## What to work on
Repeat exactly the lines from the start of the records below through the line that contains "Turn the roads", including both.

[[ Data for processing, beginning ]]

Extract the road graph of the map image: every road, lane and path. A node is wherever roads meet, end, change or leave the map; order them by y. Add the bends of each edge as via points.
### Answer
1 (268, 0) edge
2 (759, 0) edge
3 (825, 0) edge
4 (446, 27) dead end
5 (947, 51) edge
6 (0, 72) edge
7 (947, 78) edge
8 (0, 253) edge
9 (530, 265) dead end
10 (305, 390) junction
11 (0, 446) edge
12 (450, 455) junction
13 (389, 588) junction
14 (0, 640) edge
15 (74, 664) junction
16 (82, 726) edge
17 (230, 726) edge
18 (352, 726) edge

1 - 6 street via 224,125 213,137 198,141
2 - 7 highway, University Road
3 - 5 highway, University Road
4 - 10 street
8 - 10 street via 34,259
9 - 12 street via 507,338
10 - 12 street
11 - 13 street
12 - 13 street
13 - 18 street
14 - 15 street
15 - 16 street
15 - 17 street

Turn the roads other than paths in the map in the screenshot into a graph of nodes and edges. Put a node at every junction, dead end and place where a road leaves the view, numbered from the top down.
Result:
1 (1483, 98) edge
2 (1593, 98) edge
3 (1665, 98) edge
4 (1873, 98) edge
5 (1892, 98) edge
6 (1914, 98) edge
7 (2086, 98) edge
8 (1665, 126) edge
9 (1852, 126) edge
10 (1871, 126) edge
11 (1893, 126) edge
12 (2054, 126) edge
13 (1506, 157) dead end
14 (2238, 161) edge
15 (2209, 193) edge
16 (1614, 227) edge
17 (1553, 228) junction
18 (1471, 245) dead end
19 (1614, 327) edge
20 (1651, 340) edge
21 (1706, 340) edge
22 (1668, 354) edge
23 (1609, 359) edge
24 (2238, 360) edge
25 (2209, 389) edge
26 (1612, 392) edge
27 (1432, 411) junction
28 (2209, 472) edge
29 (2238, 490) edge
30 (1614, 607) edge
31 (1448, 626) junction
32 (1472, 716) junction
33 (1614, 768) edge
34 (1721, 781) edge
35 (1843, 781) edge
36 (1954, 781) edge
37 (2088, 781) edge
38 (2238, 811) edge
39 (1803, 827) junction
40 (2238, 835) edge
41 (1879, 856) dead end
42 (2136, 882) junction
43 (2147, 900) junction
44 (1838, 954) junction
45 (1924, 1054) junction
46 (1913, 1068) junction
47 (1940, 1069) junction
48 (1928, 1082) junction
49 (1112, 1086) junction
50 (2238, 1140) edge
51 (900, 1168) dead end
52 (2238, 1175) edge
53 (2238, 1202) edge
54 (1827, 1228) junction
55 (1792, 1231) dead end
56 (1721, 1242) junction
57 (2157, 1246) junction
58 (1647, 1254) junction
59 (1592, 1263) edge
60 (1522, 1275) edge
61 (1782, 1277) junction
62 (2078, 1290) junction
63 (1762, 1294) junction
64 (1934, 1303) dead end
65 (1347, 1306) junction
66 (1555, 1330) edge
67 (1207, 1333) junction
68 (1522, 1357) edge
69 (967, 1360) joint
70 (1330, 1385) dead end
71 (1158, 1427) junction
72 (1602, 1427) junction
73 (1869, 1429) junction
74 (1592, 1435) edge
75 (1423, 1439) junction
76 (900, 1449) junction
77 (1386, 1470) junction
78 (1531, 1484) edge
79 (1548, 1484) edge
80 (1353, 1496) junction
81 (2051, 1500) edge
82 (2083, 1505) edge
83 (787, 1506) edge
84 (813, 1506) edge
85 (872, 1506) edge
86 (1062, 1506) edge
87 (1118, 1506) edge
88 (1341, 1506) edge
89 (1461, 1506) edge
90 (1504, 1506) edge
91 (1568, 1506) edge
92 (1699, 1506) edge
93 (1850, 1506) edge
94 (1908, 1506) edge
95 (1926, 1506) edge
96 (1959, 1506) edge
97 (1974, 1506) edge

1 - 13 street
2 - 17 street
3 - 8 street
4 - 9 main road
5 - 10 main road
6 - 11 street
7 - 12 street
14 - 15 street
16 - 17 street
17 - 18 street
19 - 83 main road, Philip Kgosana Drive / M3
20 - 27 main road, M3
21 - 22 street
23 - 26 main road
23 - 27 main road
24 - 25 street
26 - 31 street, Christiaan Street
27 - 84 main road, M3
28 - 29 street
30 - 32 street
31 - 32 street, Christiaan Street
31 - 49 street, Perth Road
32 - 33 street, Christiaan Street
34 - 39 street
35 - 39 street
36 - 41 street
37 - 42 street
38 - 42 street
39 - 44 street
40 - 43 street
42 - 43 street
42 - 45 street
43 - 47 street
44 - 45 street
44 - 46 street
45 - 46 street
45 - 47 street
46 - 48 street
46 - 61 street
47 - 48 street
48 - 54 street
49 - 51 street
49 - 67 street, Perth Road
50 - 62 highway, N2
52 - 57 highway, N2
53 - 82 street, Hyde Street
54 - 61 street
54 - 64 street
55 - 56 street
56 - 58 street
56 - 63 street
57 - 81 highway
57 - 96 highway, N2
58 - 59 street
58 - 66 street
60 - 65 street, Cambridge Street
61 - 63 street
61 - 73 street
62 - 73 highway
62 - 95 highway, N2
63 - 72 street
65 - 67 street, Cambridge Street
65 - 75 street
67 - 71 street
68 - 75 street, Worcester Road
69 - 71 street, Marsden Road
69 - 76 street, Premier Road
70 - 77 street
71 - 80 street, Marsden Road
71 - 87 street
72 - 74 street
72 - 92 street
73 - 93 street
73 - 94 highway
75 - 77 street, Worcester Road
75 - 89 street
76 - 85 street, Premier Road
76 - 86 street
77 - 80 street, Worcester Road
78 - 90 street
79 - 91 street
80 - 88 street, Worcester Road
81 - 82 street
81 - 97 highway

[[ Data for processing, end ]]

## Exercise result
Extract the road graph of the map image: every road, lane and path. A node is wherever roads meet, end, change or leave the map; order them by y. Add the bends of each edge as via points.
### Answer
1 (268, 0) edge
2 (759, 0) edge
3 (825, 0) edge
4 (446, 27) dead end
5 (947, 51) edge
6 (0, 72) edge
7 (947, 78) edge
8 (0, 253) edge
9 (530, 265) dead end
10 (305, 390) junction
11 (0, 446) edge
12 (450, 455) junction
13 (389, 588) junction
14 (0, 640) edge
15 (74, 664) junction
16 (82, 726) edge
17 (230, 726) edge
18 (352, 726) edge

1 - 6 street via 224,125 213,137 198,141
2 - 7 highway, University Road
3 - 5 highway, University Road
4 - 10 street
8 - 10 street via 34,259
9 - 12 street via 507,338
10 - 12 street
11 - 13 street
12 - 13 street
13 - 18 street
14 - 15 street
15 - 16 street
15 - 17 street

Turn the roads other than paths in the map in the screenshot into a graph of nodes and edges. Put a node at every junction, dead end and place where a road leaves the view, numbered from the top down.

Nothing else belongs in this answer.